_Dataset records_:
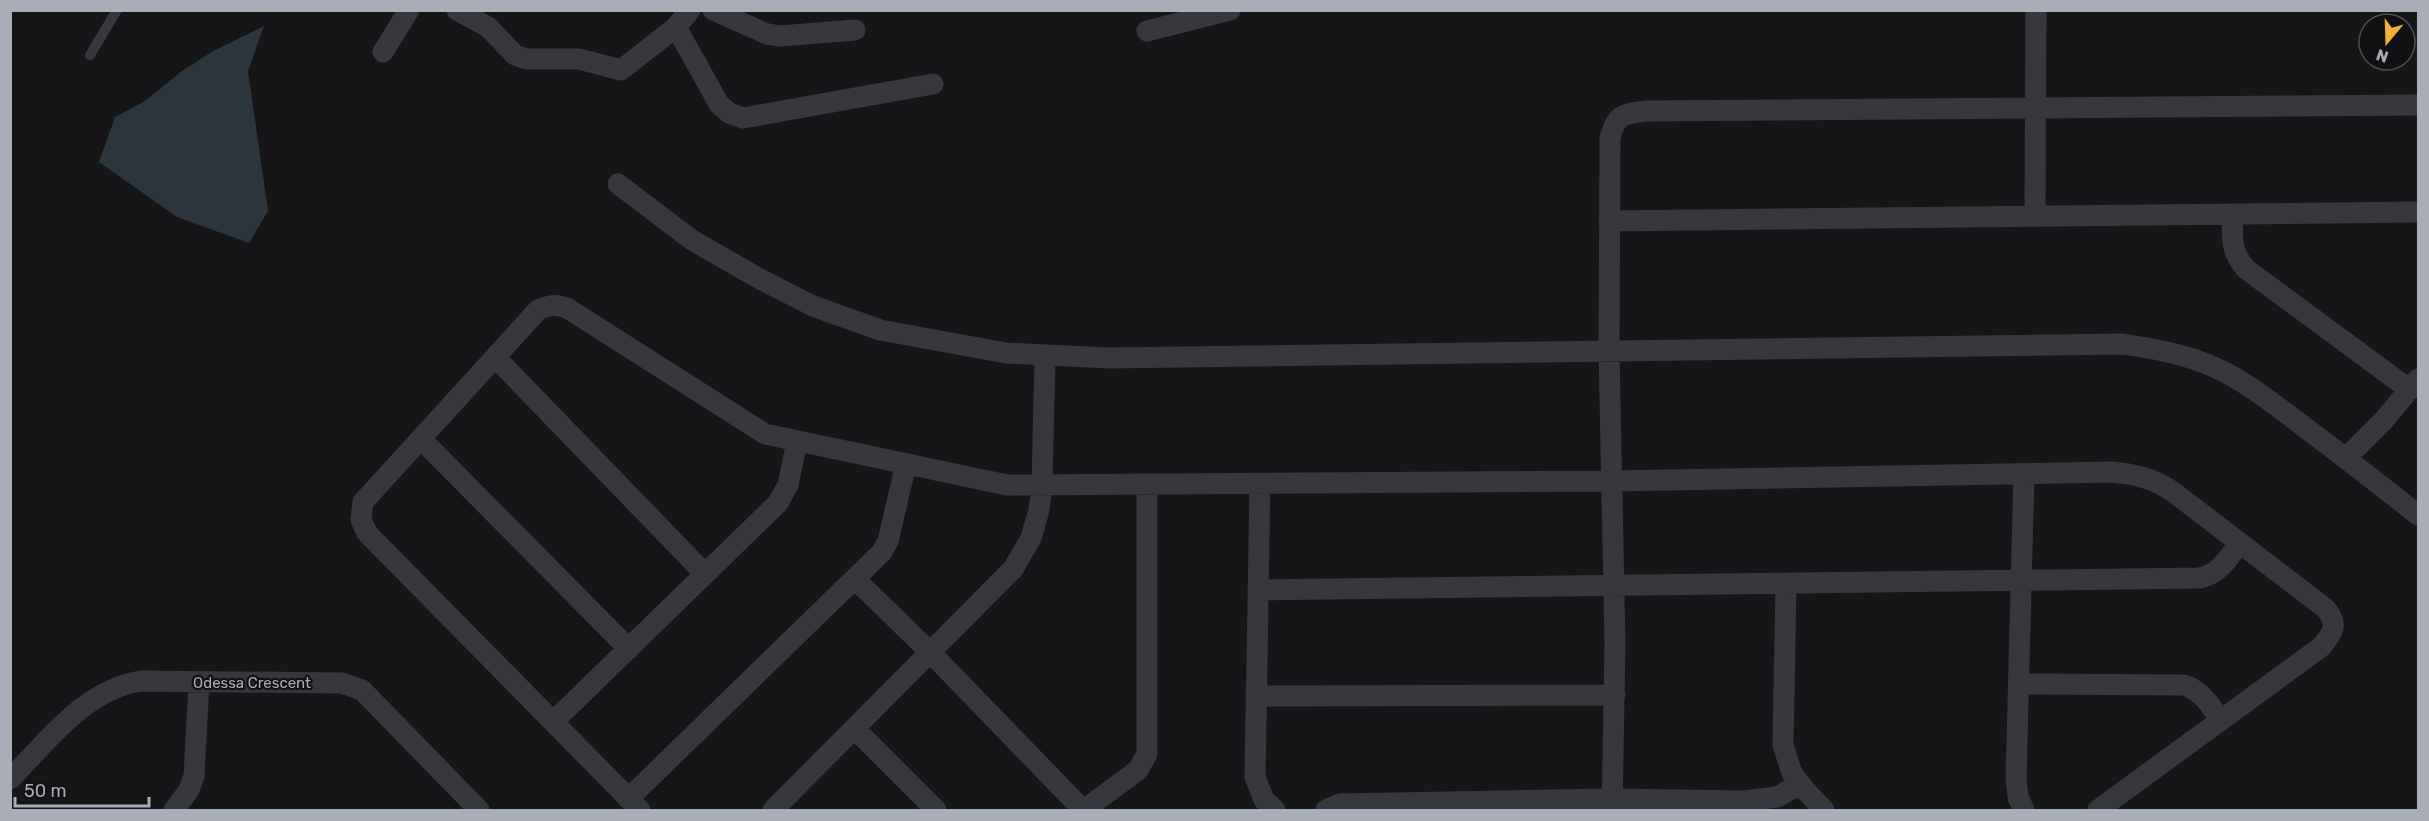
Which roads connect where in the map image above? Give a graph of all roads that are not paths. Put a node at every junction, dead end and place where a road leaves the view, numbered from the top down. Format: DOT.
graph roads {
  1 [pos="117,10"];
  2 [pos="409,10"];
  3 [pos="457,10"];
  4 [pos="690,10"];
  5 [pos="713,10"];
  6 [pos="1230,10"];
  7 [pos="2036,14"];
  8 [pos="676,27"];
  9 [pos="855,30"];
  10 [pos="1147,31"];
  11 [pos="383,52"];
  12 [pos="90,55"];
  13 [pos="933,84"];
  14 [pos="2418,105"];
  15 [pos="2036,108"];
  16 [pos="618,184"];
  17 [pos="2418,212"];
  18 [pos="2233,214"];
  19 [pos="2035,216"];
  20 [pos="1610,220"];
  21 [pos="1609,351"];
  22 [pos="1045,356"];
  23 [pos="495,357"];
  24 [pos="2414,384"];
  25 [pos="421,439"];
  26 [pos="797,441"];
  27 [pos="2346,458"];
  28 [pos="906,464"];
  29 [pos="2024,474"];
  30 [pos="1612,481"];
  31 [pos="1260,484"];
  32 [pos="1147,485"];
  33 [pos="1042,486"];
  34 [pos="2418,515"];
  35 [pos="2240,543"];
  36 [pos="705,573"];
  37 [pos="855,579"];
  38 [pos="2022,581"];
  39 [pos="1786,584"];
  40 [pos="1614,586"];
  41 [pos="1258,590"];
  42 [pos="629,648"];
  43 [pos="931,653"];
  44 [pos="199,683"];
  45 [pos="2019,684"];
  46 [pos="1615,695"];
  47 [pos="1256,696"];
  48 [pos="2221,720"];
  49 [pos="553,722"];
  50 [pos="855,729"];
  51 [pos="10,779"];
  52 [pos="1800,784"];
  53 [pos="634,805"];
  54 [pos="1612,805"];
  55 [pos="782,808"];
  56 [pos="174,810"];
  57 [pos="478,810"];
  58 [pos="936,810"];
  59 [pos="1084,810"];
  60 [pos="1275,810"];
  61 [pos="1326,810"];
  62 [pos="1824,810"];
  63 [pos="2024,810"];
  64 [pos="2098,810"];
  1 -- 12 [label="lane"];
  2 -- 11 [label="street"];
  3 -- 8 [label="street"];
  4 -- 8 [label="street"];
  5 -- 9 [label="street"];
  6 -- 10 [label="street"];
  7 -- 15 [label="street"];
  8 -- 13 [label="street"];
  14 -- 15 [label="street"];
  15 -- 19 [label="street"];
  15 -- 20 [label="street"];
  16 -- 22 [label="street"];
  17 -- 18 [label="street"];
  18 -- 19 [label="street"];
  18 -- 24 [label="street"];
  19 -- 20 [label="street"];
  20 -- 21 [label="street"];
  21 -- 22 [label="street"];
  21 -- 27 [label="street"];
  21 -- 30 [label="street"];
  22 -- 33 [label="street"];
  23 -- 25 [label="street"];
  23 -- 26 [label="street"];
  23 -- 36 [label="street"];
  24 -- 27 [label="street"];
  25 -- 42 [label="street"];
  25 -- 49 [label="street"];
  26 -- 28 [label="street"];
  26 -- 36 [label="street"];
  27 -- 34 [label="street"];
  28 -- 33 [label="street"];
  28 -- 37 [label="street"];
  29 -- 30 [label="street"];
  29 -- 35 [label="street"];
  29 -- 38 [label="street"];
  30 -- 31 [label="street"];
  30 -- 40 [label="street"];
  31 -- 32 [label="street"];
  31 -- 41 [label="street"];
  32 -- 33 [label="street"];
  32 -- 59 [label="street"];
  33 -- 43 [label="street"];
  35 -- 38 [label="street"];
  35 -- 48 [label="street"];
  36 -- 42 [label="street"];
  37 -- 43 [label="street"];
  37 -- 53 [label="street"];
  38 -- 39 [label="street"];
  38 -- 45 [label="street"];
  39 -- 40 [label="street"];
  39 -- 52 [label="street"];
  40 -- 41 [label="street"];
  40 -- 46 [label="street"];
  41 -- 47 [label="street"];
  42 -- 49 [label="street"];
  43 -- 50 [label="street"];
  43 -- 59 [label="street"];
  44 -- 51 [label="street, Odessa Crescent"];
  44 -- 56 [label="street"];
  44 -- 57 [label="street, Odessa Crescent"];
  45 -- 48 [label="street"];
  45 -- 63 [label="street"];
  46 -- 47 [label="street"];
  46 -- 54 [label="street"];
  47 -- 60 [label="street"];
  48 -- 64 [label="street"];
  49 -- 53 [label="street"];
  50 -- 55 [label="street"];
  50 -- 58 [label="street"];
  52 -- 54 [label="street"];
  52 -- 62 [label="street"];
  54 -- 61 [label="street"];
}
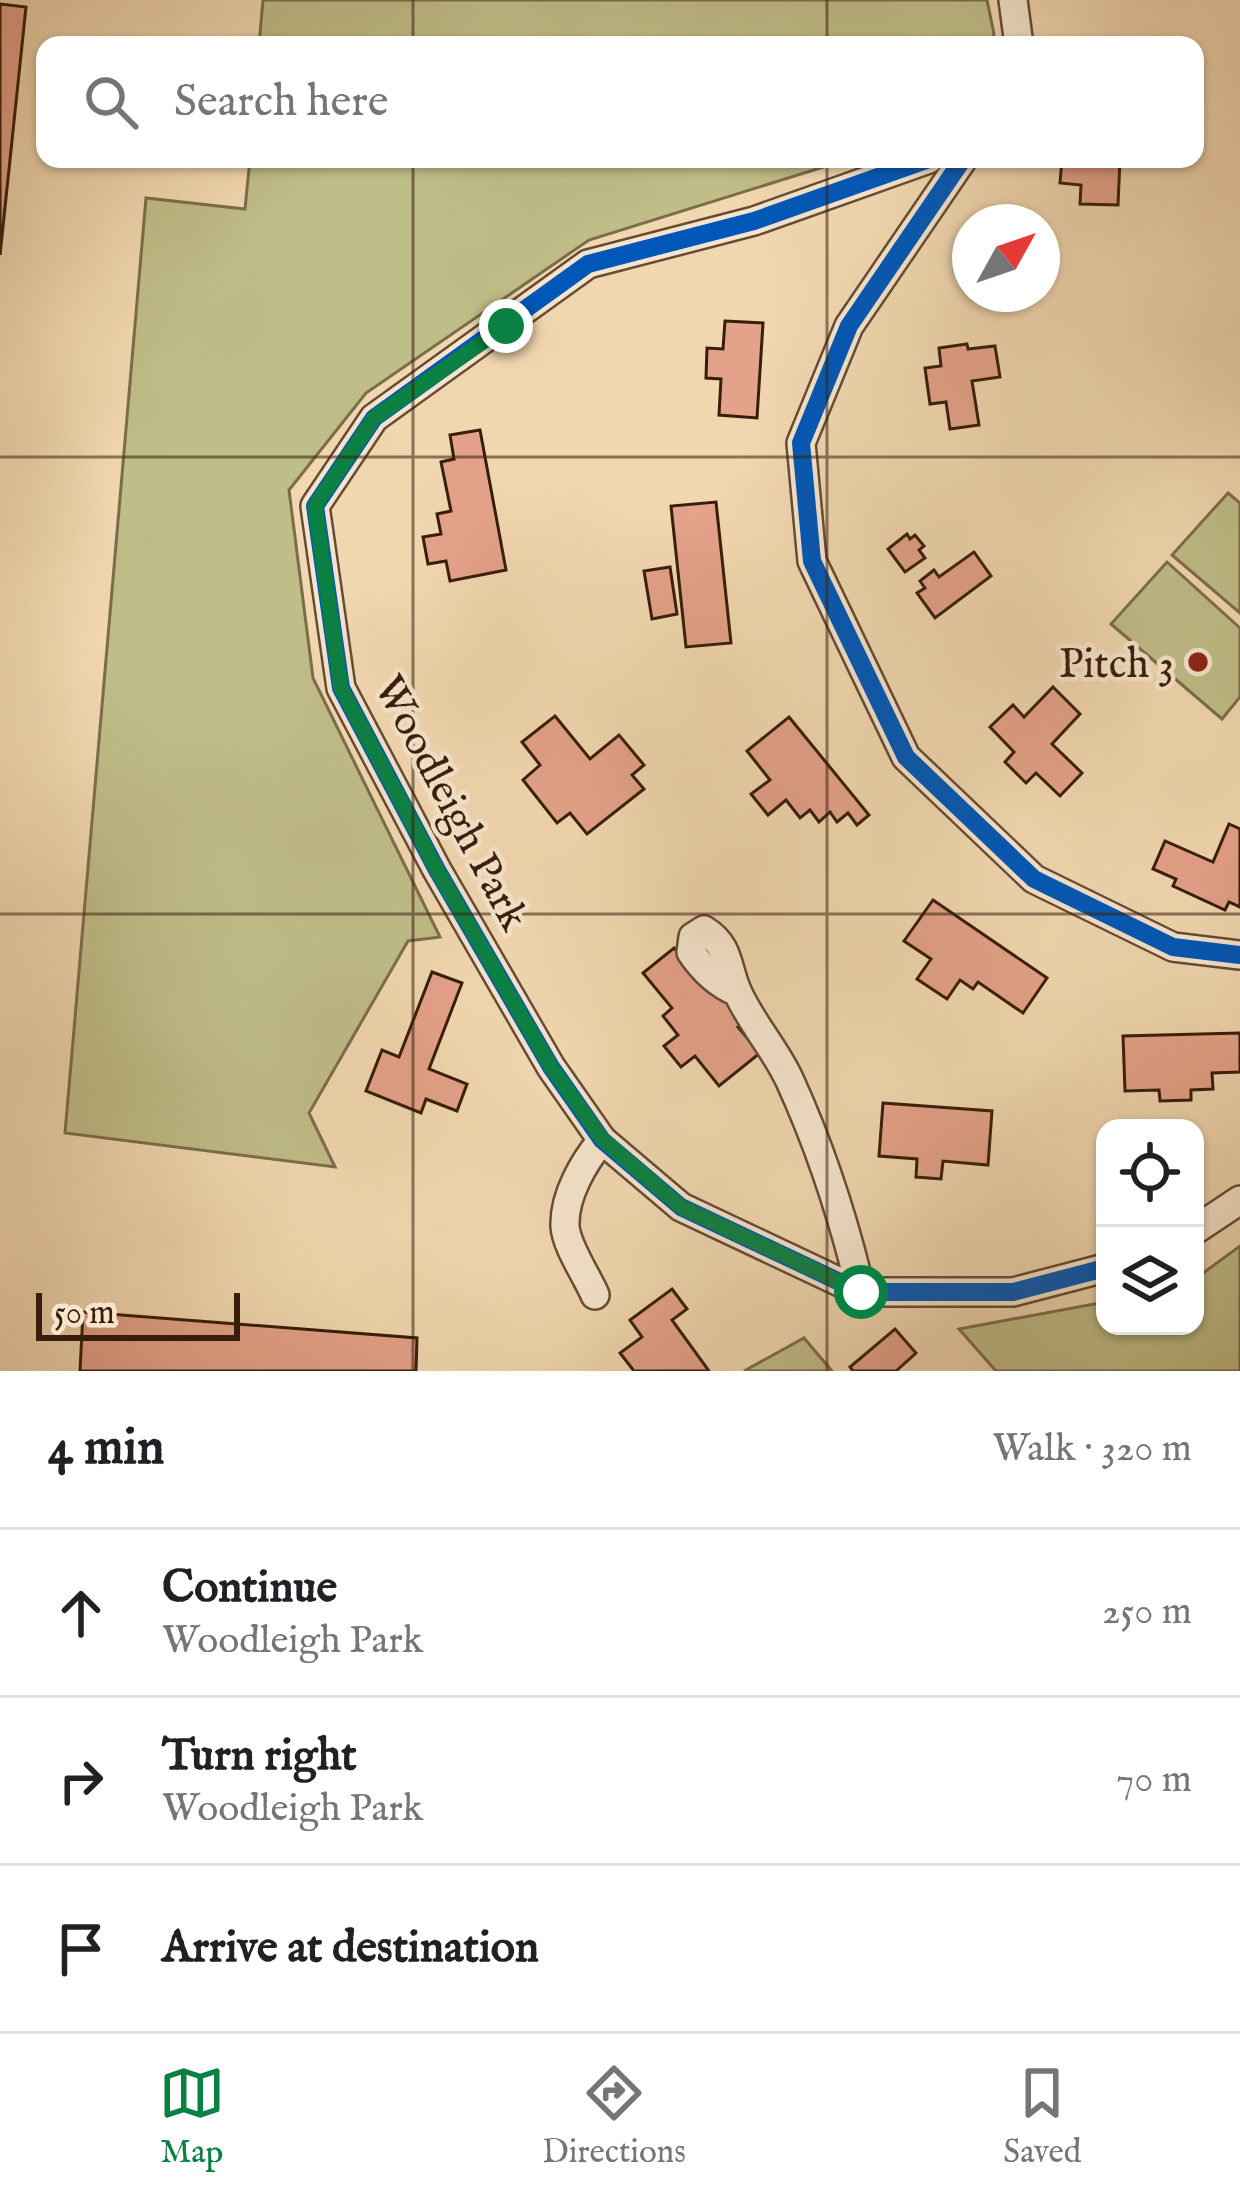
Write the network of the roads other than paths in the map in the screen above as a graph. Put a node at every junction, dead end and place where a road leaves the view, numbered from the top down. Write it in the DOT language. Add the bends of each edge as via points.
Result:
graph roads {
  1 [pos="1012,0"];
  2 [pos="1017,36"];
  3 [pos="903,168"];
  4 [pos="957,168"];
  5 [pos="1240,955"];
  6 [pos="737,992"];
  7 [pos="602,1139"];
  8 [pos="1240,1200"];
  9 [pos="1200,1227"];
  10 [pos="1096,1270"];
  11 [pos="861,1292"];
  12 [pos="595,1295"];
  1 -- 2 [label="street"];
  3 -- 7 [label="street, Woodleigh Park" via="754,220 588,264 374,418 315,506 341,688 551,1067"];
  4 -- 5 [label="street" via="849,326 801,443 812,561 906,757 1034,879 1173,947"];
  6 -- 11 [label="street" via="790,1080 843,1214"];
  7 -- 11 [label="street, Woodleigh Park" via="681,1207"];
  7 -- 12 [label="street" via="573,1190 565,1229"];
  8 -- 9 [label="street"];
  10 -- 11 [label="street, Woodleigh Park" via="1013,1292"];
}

_To do_: Return every entry above word for word, leaving pictures out.

_Solved problem_:
Which roads connect where in the map image above? Give a graph of all roads that are not paths. Put a node at every junction, dead end and place where a road leaves the view, numbered from the top down. Format: DOT.
graph roads {
  1 [pos="117,10"];
  2 [pos="409,10"];
  3 [pos="457,10"];
  4 [pos="690,10"];
  5 [pos="713,10"];
  6 [pos="1230,10"];
  7 [pos="2036,14"];
  8 [pos="676,27"];
  9 [pos="855,30"];
  10 [pos="1147,31"];
  11 [pos="383,52"];
  12 [pos="90,55"];
  13 [pos="933,84"];
  14 [pos="2418,105"];
  15 [pos="2036,108"];
  16 [pos="618,184"];
  17 [pos="2418,212"];
  18 [pos="2233,214"];
  19 [pos="2035,216"];
  20 [pos="1610,220"];
  21 [pos="1609,351"];
  22 [pos="1045,356"];
  23 [pos="495,357"];
  24 [pos="2414,384"];
  25 [pos="421,439"];
  26 [pos="797,441"];
  27 [pos="2346,458"];
  28 [pos="906,464"];
  29 [pos="2024,474"];
  30 [pos="1612,481"];
  31 [pos="1260,484"];
  32 [pos="1147,485"];
  33 [pos="1042,486"];
  34 [pos="2418,515"];
  35 [pos="2240,543"];
  36 [pos="705,573"];
  37 [pos="855,579"];
  38 [pos="2022,581"];
  39 [pos="1786,584"];
  40 [pos="1614,586"];
  41 [pos="1258,590"];
  42 [pos="629,648"];
  43 [pos="931,653"];
  44 [pos="199,683"];
  45 [pos="2019,684"];
  46 [pos="1615,695"];
  47 [pos="1256,696"];
  48 [pos="2221,720"];
  49 [pos="553,722"];
  50 [pos="855,729"];
  51 [pos="10,779"];
  52 [pos="1800,784"];
  53 [pos="634,805"];
  54 [pos="1612,805"];
  55 [pos="782,808"];
  56 [pos="174,810"];
  57 [pos="478,810"];
  58 [pos="936,810"];
  59 [pos="1084,810"];
  60 [pos="1275,810"];
  61 [pos="1326,810"];
  62 [pos="1824,810"];
  63 [pos="2024,810"];
  64 [pos="2098,810"];
  1 -- 12 [label="lane"];
  2 -- 11 [label="street"];
  3 -- 8 [label="street"];
  4 -- 8 [label="street"];
  5 -- 9 [label="street"];
  6 -- 10 [label="street"];
  7 -- 15 [label="street"];
  8 -- 13 [label="street"];
  14 -- 15 [label="street"];
  15 -- 19 [label="street"];
  15 -- 20 [label="street"];
  16 -- 22 [label="street"];
  17 -- 18 [label="street"];
  18 -- 19 [label="street"];
  18 -- 24 [label="street"];
  19 -- 20 [label="street"];
  20 -- 21 [label="street"];
  21 -- 22 [label="street"];
  21 -- 27 [label="street"];
  21 -- 30 [label="street"];
  22 -- 33 [label="street"];
  23 -- 25 [label="street"];
  23 -- 26 [label="street"];
  23 -- 36 [label="street"];
  24 -- 27 [label="street"];
  25 -- 42 [label="street"];
  25 -- 49 [label="street"];
  26 -- 28 [label="street"];
  26 -- 36 [label="street"];
  27 -- 34 [label="street"];
  28 -- 33 [label="street"];
  28 -- 37 [label="street"];
  29 -- 30 [label="street"];
  29 -- 35 [label="street"];
  29 -- 38 [label="street"];
  30 -- 31 [label="street"];
  30 -- 40 [label="street"];
  31 -- 32 [label="street"];
  31 -- 41 [label="street"];
  32 -- 33 [label="street"];
  32 -- 59 [label="street"];
  33 -- 43 [label="street"];
  35 -- 38 [label="street"];
  35 -- 48 [label="street"];
  36 -- 42 [label="street"];
  37 -- 43 [label="street"];
  37 -- 53 [label="street"];
  38 -- 39 [label="street"];
  38 -- 45 [label="street"];
  39 -- 40 [label="street"];
  39 -- 52 [label="street"];
  40 -- 41 [label="street"];
  40 -- 46 [label="street"];
  41 -- 47 [label="street"];
  42 -- 49 [label="street"];
  43 -- 50 [label="street"];
  43 -- 59 [label="street"];
  44 -- 51 [label="street, Odessa Crescent"];
  44 -- 56 [label="street"];
  44 -- 57 [label="street, Odessa Crescent"];
  45 -- 48 [label="street"];
  45 -- 63 [label="street"];
  46 -- 47 [label="street"];
  46 -- 54 [label="street"];
  47 -- 60 [label="street"];
  48 -- 64 [label="street"];
  49 -- 53 [label="street"];
  50 -- 55 [label="street"];
  50 -- 58 [label="street"];
  52 -- 54 [label="street"];
  52 -- 62 [label="street"];
  54 -- 61 [label="street"];
}
Write the network of the roads other than paths in the map in the screen above as a graph. Put a node at every junction, dead end and place where a road leaves the view, numbered from the top down. Write it in the DOT language. Add the bends of each edge as via points.
Result:
graph roads {
  1 [pos="1012,0"];
  2 [pos="1017,36"];
  3 [pos="903,168"];
  4 [pos="957,168"];
  5 [pos="1240,955"];
  6 [pos="737,992"];
  7 [pos="602,1139"];
  8 [pos="1240,1200"];
  9 [pos="1200,1227"];
  10 [pos="1096,1270"];
  11 [pos="861,1292"];
  12 [pos="595,1295"];
  1 -- 2 [label="street"];
  3 -- 7 [label="street, Woodleigh Park" via="754,220 588,264 374,418 315,506 341,688 551,1067"];
  4 -- 5 [label="street" via="849,326 801,443 812,561 906,757 1034,879 1173,947"];
  6 -- 11 [label="street" via="790,1080 843,1214"];
  7 -- 11 [label="street, Woodleigh Park" via="681,1207"];
  7 -- 12 [label="street" via="573,1190 565,1229"];
  8 -- 9 [label="street"];
  10 -- 11 [label="street, Woodleigh Park" via="1013,1292"];
}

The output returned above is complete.